===== EXERCISE MATERIALS

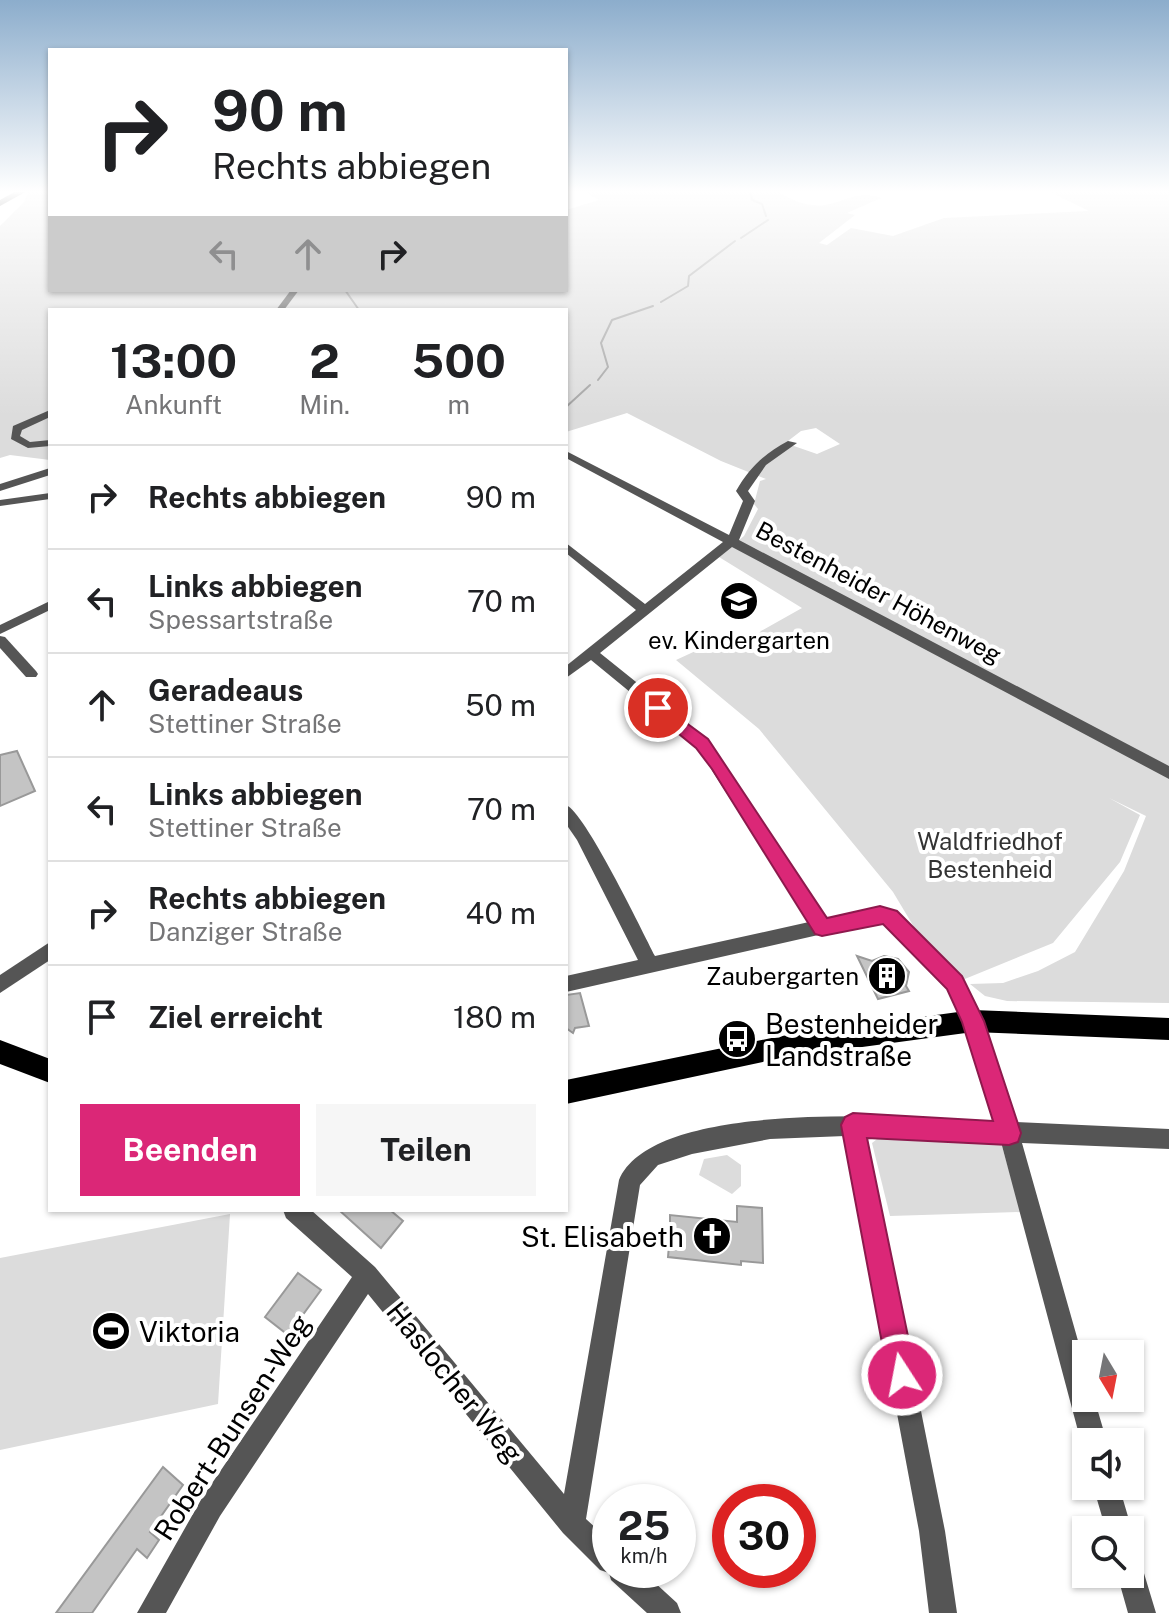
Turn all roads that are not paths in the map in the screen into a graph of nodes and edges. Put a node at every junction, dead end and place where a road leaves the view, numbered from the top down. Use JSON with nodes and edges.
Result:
{"nodes":[{"id":1,"x":48,"y":414,"type":"edge"},
{"id":2,"x":48,"y":443,"type":"edge"},
{"id":3,"x":792,"y":443,"type":"dead end"},
{"id":4,"x":568,"y":455,"type":"edge"},
{"id":5,"x":48,"y":472,"type":"edge"},
{"id":6,"x":0,"y":488,"type":"edge"},
{"id":7,"x":48,"y":496,"type":"edge"},
{"id":8,"x":0,"y":503,"type":"edge"},
{"id":9,"x":733,"y":540,"type":"junction"},
{"id":10,"x":568,"y":549,"type":"edge"},
{"id":11,"x":48,"y":606,"type":"edge"},
{"id":12,"x":644,"y":610,"type":"junction"},
{"id":13,"x":0,"y":630,"type":"edge"},
{"id":14,"x":0,"y":640,"type":"edge"},
{"id":15,"x":593,"y":654,"type":"junction"},
{"id":16,"x":568,"y":672,"type":"edge"},
{"id":17,"x":31,"y":674,"type":"dead end"},
{"id":18,"x":1169,"y":773,"type":"edge"},
{"id":19,"x":568,"y":814,"type":"edge"},
{"id":20,"x":822,"y":928,"type":"junction"},
{"id":21,"x":48,"y":951,"type":"edge"},
{"id":22,"x":650,"y":965,"type":"junction"},
{"id":23,"x":568,"y":984,"type":"edge"},
{"id":24,"x":0,"y":985,"type":"edge"},
{"id":25,"x":973,"y":1021,"type":"junction"},
{"id":26,"x":1169,"y":1029,"type":"edge"},
{"id":27,"x":0,"y":1052,"type":"edge"},
{"id":28,"x":48,"y":1070,"type":"edge"},
{"id":29,"x":568,"y":1092,"type":"edge"},
{"id":30,"x":853,"y":1125,"type":"junction"},
{"id":31,"x":1009,"y":1133,"type":"junction"},
{"id":32,"x":1169,"y":1139,"type":"edge"},
{"id":33,"x":296,"y":1212,"type":"edge"},
{"id":34,"x":367,"y":1275,"type":"junction"},
{"id":35,"x":1090,"y":1428,"type":"edge"},
{"id":36,"x":572,"y":1524,"type":"junction"},
{"id":37,"x":592,"y":1543,"type":"edge"},
{"id":38,"x":640,"y":1588,"type":"edge"},
{"id":39,"x":1135,"y":1588,"type":"edge"},
{"id":40,"x":151,"y":1613,"type":"edge"},
{"id":41,"x":667,"y":1613,"type":"edge"},
{"id":42,"x":943,"y":1613,"type":"edge"},
{"id":43,"x":1142,"y":1613,"type":"edge"}],
"edges":[{"from":1,"to":2,"type":"street"},
{"from":3,"to":9,"type":"street"},
{"from":4,"to":9,"type":"street","name":"Bestenheider Höhenweg"},
{"from":5,"to":6,"type":"street"},
{"from":7,"to":8,"type":"street"},
{"from":9,"to":12,"type":"street"},
{"from":9,"to":18,"type":"street","name":"Bestenheider Höhenweg"},
{"from":10,"to":12,"type":"street"},
{"from":11,"to":13,"type":"street"},
{"from":12,"to":15,"type":"street"},
{"from":14,"to":17,"type":"street"},
{"from":15,"to":16,"type":"street"},
{"from":15,"to":20,"type":"street"},
{"from":19,"to":22,"type":"street"},
{"from":20,"to":22,"type":"street"},
{"from":20,"to":25,"type":"street"},
{"from":21,"to":24,"type":"street"},
{"from":22,"to":23,"type":"street"},
{"from":25,"to":26,"type":"main road"},
{"from":25,"to":29,"type":"main road"},
{"from":25,"to":31,"type":"street"},
{"from":27,"to":28,"type":"main road"},
{"from":30,"to":31,"type":"street"},
{"from":30,"to":36,"type":"street"},
{"from":30,"to":42,"type":"street"},
{"from":31,"to":32,"type":"street"},
{"from":31,"to":35,"type":"street"},
{"from":33,"to":34,"type":"street","name":"Haslocher Weg"},
{"from":34,"to":36,"type":"street","name":"Haslocher Weg"},
{"from":34,"to":40,"type":"street","name":"Robert-Bunsen-Weg"},
{"from":36,"to":37,"type":"street","name":"Haslocher Weg"},
{"from":38,"to":41,"type":"street"},
{"from":39,"to":43,"type":"street"}]}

==========

### WHAT YOU ARE ASKED TO DO
Only the text of the records belongs in your answer, repeated exactly; the pictures stay out.

### WRITTEN RESPONSE
Turn all roads that are not paths in the map in the screen into a graph of nodes and edges. Put a node at every junction, dead end and place where a road leaves the view, numbered from the top down. Use JSON with nodes and edges.
Result:
{"nodes":[{"id":1,"x":48,"y":414,"type":"edge"},
{"id":2,"x":48,"y":443,"type":"edge"},
{"id":3,"x":792,"y":443,"type":"dead end"},
{"id":4,"x":568,"y":455,"type":"edge"},
{"id":5,"x":48,"y":472,"type":"edge"},
{"id":6,"x":0,"y":488,"type":"edge"},
{"id":7,"x":48,"y":496,"type":"edge"},
{"id":8,"x":0,"y":503,"type":"edge"},
{"id":9,"x":733,"y":540,"type":"junction"},
{"id":10,"x":568,"y":549,"type":"edge"},
{"id":11,"x":48,"y":606,"type":"edge"},
{"id":12,"x":644,"y":610,"type":"junction"},
{"id":13,"x":0,"y":630,"type":"edge"},
{"id":14,"x":0,"y":640,"type":"edge"},
{"id":15,"x":593,"y":654,"type":"junction"},
{"id":16,"x":568,"y":672,"type":"edge"},
{"id":17,"x":31,"y":674,"type":"dead end"},
{"id":18,"x":1169,"y":773,"type":"edge"},
{"id":19,"x":568,"y":814,"type":"edge"},
{"id":20,"x":822,"y":928,"type":"junction"},
{"id":21,"x":48,"y":951,"type":"edge"},
{"id":22,"x":650,"y":965,"type":"junction"},
{"id":23,"x":568,"y":984,"type":"edge"},
{"id":24,"x":0,"y":985,"type":"edge"},
{"id":25,"x":973,"y":1021,"type":"junction"},
{"id":26,"x":1169,"y":1029,"type":"edge"},
{"id":27,"x":0,"y":1052,"type":"edge"},
{"id":28,"x":48,"y":1070,"type":"edge"},
{"id":29,"x":568,"y":1092,"type":"edge"},
{"id":30,"x":853,"y":1125,"type":"junction"},
{"id":31,"x":1009,"y":1133,"type":"junction"},
{"id":32,"x":1169,"y":1139,"type":"edge"},
{"id":33,"x":296,"y":1212,"type":"edge"},
{"id":34,"x":367,"y":1275,"type":"junction"},
{"id":35,"x":1090,"y":1428,"type":"edge"},
{"id":36,"x":572,"y":1524,"type":"junction"},
{"id":37,"x":592,"y":1543,"type":"edge"},
{"id":38,"x":640,"y":1588,"type":"edge"},
{"id":39,"x":1135,"y":1588,"type":"edge"},
{"id":40,"x":151,"y":1613,"type":"edge"},
{"id":41,"x":667,"y":1613,"type":"edge"},
{"id":42,"x":943,"y":1613,"type":"edge"},
{"id":43,"x":1142,"y":1613,"type":"edge"}],
"edges":[{"from":1,"to":2,"type":"street"},
{"from":3,"to":9,"type":"street"},
{"from":4,"to":9,"type":"street","name":"Bestenheider Höhenweg"},
{"from":5,"to":6,"type":"street"},
{"from":7,"to":8,"type":"street"},
{"from":9,"to":12,"type":"street"},
{"from":9,"to":18,"type":"street","name":"Bestenheider Höhenweg"},
{"from":10,"to":12,"type":"street"},
{"from":11,"to":13,"type":"street"},
{"from":12,"to":15,"type":"street"},
{"from":14,"to":17,"type":"street"},
{"from":15,"to":16,"type":"street"},
{"from":15,"to":20,"type":"street"},
{"from":19,"to":22,"type":"street"},
{"from":20,"to":22,"type":"street"},
{"from":20,"to":25,"type":"street"},
{"from":21,"to":24,"type":"street"},
{"from":22,"to":23,"type":"street"},
{"from":25,"to":26,"type":"main road"},
{"from":25,"to":29,"type":"main road"},
{"from":25,"to":31,"type":"street"},
{"from":27,"to":28,"type":"main road"},
{"from":30,"to":31,"type":"street"},
{"from":30,"to":36,"type":"street"},
{"from":30,"to":42,"type":"street"},
{"from":31,"to":32,"type":"street"},
{"from":31,"to":35,"type":"street"},
{"from":33,"to":34,"type":"street","name":"Haslocher Weg"},
{"from":34,"to":36,"type":"street","name":"Haslocher Weg"},
{"from":34,"to":40,"type":"street","name":"Robert-Bunsen-Weg"},
{"from":36,"to":37,"type":"street","name":"Haslocher Weg"},
{"from":38,"to":41,"type":"street"},
{"from":39,"to":43,"type":"street"}]}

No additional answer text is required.